La birra artigianale, di contro, non è sottoposta a processi chimici, è integra e non pastorizzata. Dal momento che non è stata pastorizzata, deve essere tenuta a basse temperature, e va consumata in fretta, dal momento che non contiene conservanti, che spesso sono aggiunti invece alla birra industriale. La birra artigianale conserva, quindi, tutti gli aromi e i profumi originali, e le variazioni di gusto ne definiscono le differenze. Inoltre i produttori di birra artigianale puntano sull’alta qualità degli ingredienti e, data la loro natura “locale”, sperimentano nuovo formule mettendo in risalto i prodotti tipici del territorio. Le birre artigianali sono quindi spesso il frutto di specifici territori. Le birre industriali, invece, contengono spesso additivi chimici che ne prolungano la conservazione, e anche surrogati del malto (mais, riso) che aumentano le rese e quindi i numeri della produzione.

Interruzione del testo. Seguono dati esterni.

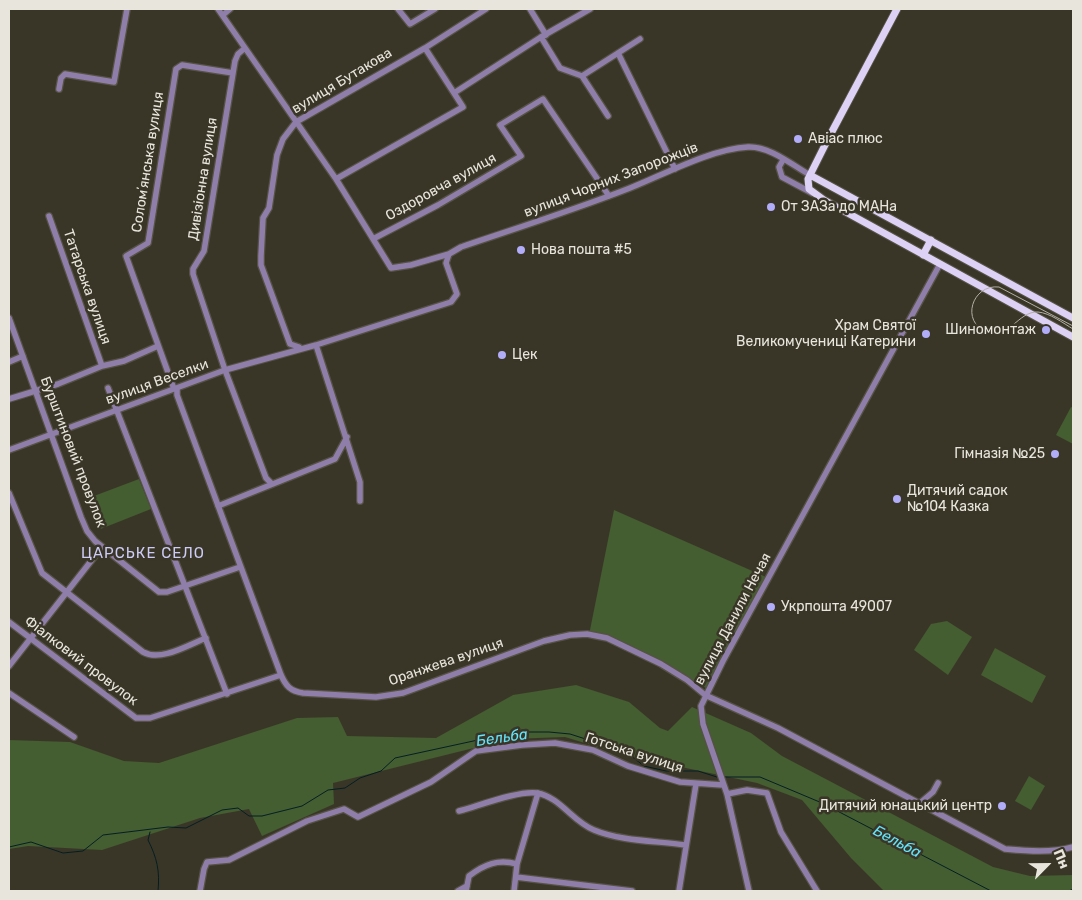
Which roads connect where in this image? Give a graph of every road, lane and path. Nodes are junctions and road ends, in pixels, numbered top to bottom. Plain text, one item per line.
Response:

Per finire, un’ulteriore differenza tra birre industriali e artigianali è la creatività e l’innovazione che caratterizzano quest’ultime. Un marchio industriale, di solito, si è ormai cristallizzato su una determinata ricetta. Il suo consumatore è legato al brand e vuole ritrovare ovunque lo stesso gusto. Il produttore artigianale, invece, è spinto dall’amore per suo prodotto a cercare sempre nuovi sapori, sperimentando nuove spezie e nuovi ingredienti, per colpire il palato del suo acquirente.